Resumo: Pesquisar nas narrativas literárias, cinematográficas ou em poemas o papel designado às coisas (em nossa cultura moderno-capitalista normalmente vistas como objetos) e como elas agenciam os mundos narrativos (ou poéticos). O estudo pretende ser uma analítica ficcional de como funcionam as redes discursivas por meio das coisas (transformadas em objetos, de modo geral, por nossas práticas sociais e individuais), que são alocadas no limbo da consciência como fantasmagorias complementares de sua posição antropocêntrica. No entanto, as coisas, que tanto fazem para a construção dessa realidade, e que são relegadas a meras muletas de nossas mentes, teimam em mostrar-se como seres fundamentais para a construção do mundo humano. Sem as coisas não existiríamos como tais. Recuperadas e realocadas pela ficção, elas apresentam-se nesse espaço como seres indispensáveis na produção da história humana. Deste modo, o propósito deste projeto é analisar as coisas em sua importância na construção de um enredo narrativo, ou de um poema, como meio de demonstrar que pela arte literária, ou cinematográfica, as coisas são reconhecidas como seres essenciais para a produção da vida humana em todos os seus aspectos.

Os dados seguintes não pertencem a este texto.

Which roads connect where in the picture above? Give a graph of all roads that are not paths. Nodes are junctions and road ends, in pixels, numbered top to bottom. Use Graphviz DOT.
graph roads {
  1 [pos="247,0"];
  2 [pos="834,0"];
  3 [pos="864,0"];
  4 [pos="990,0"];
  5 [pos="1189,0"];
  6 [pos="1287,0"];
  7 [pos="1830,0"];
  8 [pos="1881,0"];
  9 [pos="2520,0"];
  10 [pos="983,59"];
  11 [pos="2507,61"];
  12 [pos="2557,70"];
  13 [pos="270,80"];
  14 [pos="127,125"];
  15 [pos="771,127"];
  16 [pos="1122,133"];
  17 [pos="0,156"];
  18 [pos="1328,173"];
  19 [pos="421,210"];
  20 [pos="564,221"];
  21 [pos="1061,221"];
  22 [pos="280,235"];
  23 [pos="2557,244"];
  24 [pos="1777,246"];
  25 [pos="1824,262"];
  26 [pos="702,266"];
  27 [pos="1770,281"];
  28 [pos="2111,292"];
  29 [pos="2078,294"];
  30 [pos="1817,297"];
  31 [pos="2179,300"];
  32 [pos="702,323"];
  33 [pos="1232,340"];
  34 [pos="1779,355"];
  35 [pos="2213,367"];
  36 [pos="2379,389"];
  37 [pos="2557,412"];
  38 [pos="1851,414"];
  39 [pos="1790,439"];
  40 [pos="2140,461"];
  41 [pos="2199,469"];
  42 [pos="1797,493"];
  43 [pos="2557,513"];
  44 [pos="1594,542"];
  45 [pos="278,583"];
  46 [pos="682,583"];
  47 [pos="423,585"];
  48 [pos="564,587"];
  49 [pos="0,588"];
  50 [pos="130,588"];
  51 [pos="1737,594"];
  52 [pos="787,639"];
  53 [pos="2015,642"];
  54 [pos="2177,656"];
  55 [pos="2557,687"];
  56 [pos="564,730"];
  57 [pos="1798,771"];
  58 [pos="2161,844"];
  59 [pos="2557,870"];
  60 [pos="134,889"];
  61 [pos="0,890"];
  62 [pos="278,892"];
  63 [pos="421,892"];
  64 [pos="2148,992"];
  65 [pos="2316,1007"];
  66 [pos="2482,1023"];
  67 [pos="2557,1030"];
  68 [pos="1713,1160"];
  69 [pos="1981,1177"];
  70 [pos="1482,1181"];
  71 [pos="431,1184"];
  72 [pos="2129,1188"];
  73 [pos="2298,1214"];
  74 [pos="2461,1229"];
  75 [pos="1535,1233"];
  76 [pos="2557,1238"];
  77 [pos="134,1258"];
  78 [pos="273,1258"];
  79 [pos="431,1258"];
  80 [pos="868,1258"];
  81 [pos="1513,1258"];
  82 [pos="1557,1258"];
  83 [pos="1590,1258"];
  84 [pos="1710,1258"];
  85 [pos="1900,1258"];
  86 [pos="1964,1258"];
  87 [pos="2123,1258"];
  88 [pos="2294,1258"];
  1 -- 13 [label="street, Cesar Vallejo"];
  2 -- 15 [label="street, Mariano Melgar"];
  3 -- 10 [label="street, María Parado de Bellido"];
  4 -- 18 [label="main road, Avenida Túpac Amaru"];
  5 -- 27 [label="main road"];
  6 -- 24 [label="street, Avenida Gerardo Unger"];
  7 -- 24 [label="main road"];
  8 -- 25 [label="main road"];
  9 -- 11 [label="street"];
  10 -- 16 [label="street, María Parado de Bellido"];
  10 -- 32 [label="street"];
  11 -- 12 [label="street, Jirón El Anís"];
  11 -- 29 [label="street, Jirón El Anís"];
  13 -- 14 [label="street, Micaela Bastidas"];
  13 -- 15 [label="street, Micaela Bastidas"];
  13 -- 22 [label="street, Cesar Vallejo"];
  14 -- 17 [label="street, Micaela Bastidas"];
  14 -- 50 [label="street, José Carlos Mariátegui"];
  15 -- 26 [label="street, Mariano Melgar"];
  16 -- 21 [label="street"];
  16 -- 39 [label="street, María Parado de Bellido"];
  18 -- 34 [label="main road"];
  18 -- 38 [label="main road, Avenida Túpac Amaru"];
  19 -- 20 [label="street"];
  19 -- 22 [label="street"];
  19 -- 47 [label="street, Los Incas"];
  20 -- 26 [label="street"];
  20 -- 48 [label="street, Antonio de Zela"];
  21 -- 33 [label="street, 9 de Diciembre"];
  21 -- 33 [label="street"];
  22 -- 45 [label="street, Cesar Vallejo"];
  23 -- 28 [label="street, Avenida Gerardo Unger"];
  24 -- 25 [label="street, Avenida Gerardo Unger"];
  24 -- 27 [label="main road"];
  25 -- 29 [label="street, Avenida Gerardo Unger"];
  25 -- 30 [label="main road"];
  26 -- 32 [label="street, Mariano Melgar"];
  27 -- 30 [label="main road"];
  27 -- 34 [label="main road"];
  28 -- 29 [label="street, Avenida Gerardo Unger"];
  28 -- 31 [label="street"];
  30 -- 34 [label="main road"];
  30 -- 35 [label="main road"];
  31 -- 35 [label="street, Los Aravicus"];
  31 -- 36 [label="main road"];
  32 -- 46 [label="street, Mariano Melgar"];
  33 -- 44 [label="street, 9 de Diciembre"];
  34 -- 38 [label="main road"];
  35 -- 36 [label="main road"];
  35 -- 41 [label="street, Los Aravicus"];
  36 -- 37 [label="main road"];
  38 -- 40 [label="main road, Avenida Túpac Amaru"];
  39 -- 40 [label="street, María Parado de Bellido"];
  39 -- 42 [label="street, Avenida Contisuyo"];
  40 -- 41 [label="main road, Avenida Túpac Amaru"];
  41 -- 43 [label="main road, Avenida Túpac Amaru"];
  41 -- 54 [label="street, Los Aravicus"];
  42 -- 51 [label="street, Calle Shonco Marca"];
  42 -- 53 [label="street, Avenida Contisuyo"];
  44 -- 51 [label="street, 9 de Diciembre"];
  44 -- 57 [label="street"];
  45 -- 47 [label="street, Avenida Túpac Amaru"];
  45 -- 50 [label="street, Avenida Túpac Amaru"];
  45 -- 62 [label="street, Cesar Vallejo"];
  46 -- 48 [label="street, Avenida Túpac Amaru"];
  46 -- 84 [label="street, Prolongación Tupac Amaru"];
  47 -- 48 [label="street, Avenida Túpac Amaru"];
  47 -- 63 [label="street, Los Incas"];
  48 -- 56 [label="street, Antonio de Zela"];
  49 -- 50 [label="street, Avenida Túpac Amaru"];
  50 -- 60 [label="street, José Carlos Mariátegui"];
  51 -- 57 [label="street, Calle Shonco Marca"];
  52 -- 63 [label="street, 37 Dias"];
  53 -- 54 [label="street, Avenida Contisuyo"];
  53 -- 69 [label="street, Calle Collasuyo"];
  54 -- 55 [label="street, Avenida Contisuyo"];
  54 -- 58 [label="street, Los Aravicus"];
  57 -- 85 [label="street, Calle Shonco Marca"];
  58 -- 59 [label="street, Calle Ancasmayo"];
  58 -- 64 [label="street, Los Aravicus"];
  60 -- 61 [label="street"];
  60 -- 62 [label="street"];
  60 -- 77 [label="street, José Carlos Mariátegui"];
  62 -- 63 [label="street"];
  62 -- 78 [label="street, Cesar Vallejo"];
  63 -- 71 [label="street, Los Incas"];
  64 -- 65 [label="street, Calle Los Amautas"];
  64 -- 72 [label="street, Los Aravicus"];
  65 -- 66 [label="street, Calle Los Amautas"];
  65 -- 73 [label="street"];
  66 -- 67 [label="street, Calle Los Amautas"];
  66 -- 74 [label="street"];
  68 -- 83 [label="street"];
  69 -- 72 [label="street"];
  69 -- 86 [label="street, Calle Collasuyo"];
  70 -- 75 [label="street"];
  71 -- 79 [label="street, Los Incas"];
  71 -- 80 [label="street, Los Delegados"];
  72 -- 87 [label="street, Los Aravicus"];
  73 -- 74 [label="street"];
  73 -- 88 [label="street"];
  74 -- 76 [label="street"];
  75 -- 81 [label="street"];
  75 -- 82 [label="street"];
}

O trabalho será norteado por meio do pensamento de um Heidegger materialista (“A coisa”), de Roberto Esposito, de As pessoas e as coisas e de Emanuele Coccia com o seu retornar do pensamento ao sensível, assim como o de Marx do fetiche da mercadoria. Esperamos, com isso, analisar obras literárias ou cinematográficas em interatividade com o mundo social para estabelecer como as práticas materiais e simbólicas se aglutinam para produzir o mundo essencialmente bio-humano-político.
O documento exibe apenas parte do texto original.